### Problem to work on
A word-for-word copy of the records is needed, with every picture left out.

(Pixel coordinate listings)
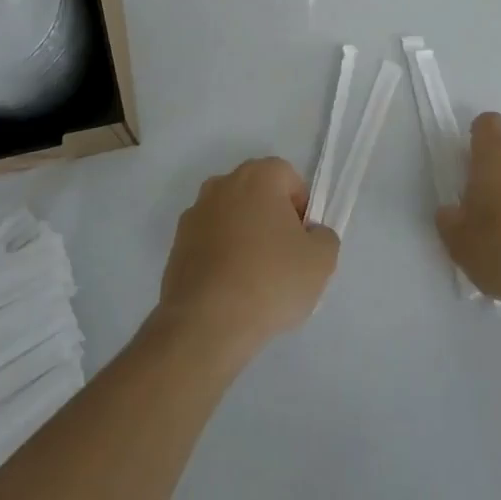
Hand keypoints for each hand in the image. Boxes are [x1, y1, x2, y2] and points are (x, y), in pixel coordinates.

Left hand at [157, 157, 338, 363]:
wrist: (206, 323)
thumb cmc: (270, 280)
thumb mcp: (321, 260)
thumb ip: (324, 236)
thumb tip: (310, 235)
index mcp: (257, 176)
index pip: (289, 178)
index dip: (301, 209)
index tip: (302, 242)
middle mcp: (222, 184)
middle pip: (258, 195)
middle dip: (272, 220)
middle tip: (284, 260)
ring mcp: (194, 214)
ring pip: (232, 219)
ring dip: (245, 238)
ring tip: (255, 281)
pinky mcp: (176, 245)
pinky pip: (210, 243)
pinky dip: (222, 257)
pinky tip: (231, 291)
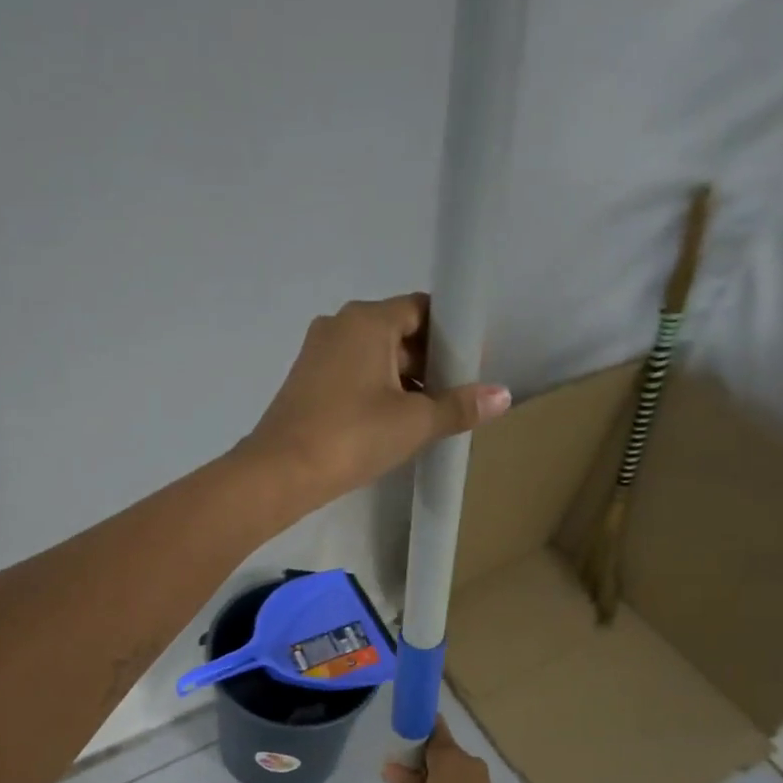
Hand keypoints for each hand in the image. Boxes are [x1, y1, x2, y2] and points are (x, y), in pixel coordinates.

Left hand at [239, 295, 510, 506]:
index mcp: (367, 319)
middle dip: (429, 361)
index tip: (472, 365)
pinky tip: (391, 423)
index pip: (422, 309)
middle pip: (398, 332)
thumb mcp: (413, 423)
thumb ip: (459, 406)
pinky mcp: (305, 381)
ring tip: (428, 415)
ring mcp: (316, 353)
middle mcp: (338, 325)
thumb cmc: (351, 437)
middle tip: (455, 396)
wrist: (279, 473)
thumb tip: (502, 395)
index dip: (452, 335)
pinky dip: (375, 391)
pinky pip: (352, 375)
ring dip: (403, 380)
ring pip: (374, 356)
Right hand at [381, 717, 505, 782]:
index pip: (433, 726)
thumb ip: (405, 782)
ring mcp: (481, 779)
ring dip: (438, 776)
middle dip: (425, 759)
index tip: (403, 741)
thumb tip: (392, 768)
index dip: (417, 729)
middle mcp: (468, 760)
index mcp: (449, 753)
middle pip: (443, 749)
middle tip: (406, 777)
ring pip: (454, 769)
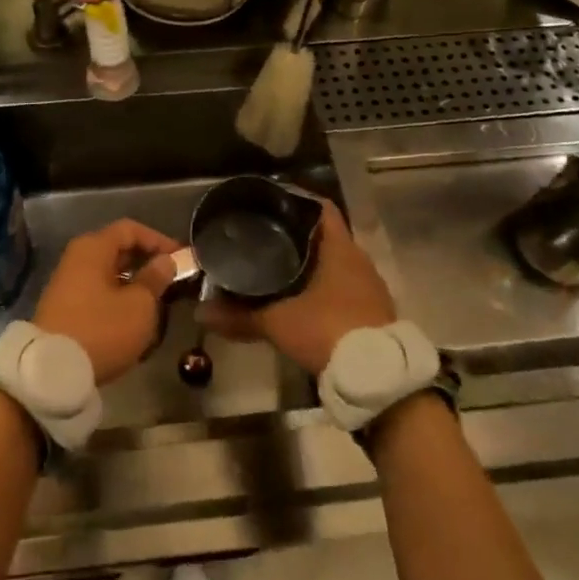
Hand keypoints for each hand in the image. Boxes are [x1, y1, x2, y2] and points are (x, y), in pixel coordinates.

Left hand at [32, 218, 181, 384]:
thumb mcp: (139, 305)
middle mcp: (76, 258)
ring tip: (158, 301)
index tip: (181, 258)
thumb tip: (164, 261)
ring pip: (108, 272)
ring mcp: (67, 283)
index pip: (130, 229)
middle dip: (146, 262)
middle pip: (117, 249)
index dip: (159, 240)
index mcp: (93, 248)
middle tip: (172, 280)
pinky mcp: (64, 307)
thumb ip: (154, 278)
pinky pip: (97, 291)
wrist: (52, 371)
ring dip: (133, 282)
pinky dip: (117, 297)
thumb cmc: (102, 330)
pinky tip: (132, 317)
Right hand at [198, 200, 394, 373]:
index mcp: (340, 249)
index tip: (271, 203)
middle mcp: (359, 260)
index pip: (321, 208)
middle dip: (298, 235)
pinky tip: (302, 297)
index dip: (297, 201)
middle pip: (327, 236)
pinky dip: (324, 287)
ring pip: (337, 263)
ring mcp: (370, 287)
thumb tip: (201, 312)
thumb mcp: (278, 322)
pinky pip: (345, 287)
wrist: (377, 378)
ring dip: (313, 263)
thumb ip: (239, 316)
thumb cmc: (328, 330)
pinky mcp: (374, 312)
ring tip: (278, 265)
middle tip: (265, 236)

### Written response
Hand keypoints for each hand in the image. Boxes are [x1, y1, x2, y2] and points are (x, y), in pixel coordinates.

Left hand at [157, 157, 338, 363]:
wrist: (206, 323)
thumb cmc: (270, 280)
thumb mcp: (321, 260)
thumb ip: (324, 236)
thumb tip: (310, 235)
index mcp: (257, 176)
index pip: (289, 178)
index dip: (301, 209)
index tip: (302, 242)
middle mcp: (222, 184)
middle pip: (258, 195)
middle dip: (272, 220)
middle tip: (284, 260)
ring mcp: (194, 214)
ring pip: (232, 219)
ring dip: (245, 238)
ring tip: (255, 281)
pinky mcp: (176, 245)
pinky pip: (210, 243)
pinky dip: (222, 257)
pinky tip: (231, 291)
Hand keypoints for each hand in the image. Boxes are [x1, y1, x2, y2] and points are (x, y), in pixel coordinates.

Left hand at [239, 295, 510, 506]:
index mcp: (367, 319)
middle dip: (429, 361)
index tip: (472, 365)
pinky tip: (391, 423)
index pip: (422, 309)
middle pip: (398, 332)
thumb mcp: (413, 423)
thumb ip: (459, 406)
pinky mcp: (305, 381)
ring tip: (428, 415)
ring mcp: (316, 353)
middle mcp: (338, 325)
thumb cmc: (351, 437)
middle tip: (455, 396)
wrist: (279, 473)
thumb tip: (502, 395)
index dip: (452, 335)
pinky dip: (375, 391)
pinky pip: (352, 375)
ring dip: (403, 380)
ring pip: (374, 356)
Right hand at [381, 717, 505, 782]:
index pip: (433, 726)
thumb ip: (405, 782)
ring mcp: (481, 779)
ring dip: (438, 776)
middle dip: (425, 759)
index tip: (403, 741)
thumb tip: (392, 768)
index dip: (417, 729)
middle mcp: (468, 760)
index mcp: (449, 753)
middle pip: (443, 749)
middle tip: (406, 777)
ring pip: (454, 769)
Hand keypoints for each hand in the image. Boxes are [x1, y1, x2, y2] and points are (x, y), in pixel coordinates.

Left hand at [32, 218, 181, 384]:
thumb mcp: (139, 305)
middle mcp: (76, 258)
ring tip: (158, 301)
index tip: (181, 258)
thumb tip: (164, 261)
ring pip: (108, 272)
ring mcp: (67, 283)
index pip: (130, 229)
middle dip: (146, 262)
middle pip: (117, 249)
index dip: (159, 240)
index mcp: (93, 248)
middle tip: (172, 280)
pinky mcp: (64, 307)
thumb ip: (154, 278)
pinky pip: (97, 291)
wrist: (52, 371)
ring dip: (133, 282)
pinky dip: (117, 297)
thumb cmc: (102, 330)
pinky tip: (132, 317)
Right hand at [198, 200, 394, 373]:
index mcp: (340, 249)
index tip: (271, 203)
middle mcp: (359, 260)
index pip: (321, 208)
middle dip: (298, 235)
pinky tip: (302, 297)
index dip: (297, 201)
middle pip: (327, 236)
pinky dip: (324, 287)
ring pip: (337, 263)
ring mcp: (370, 287)
thumb tip: (201, 312)
thumb mcp: (278, 322)
pinky pip: (345, 287)
wrist: (377, 378)
ring dip: (313, 263)
thumb ip: (239, 316)
thumb cmc: (328, 330)
pinky mcp: (374, 312)
ring tip: (278, 265)
middle tip: (265, 236)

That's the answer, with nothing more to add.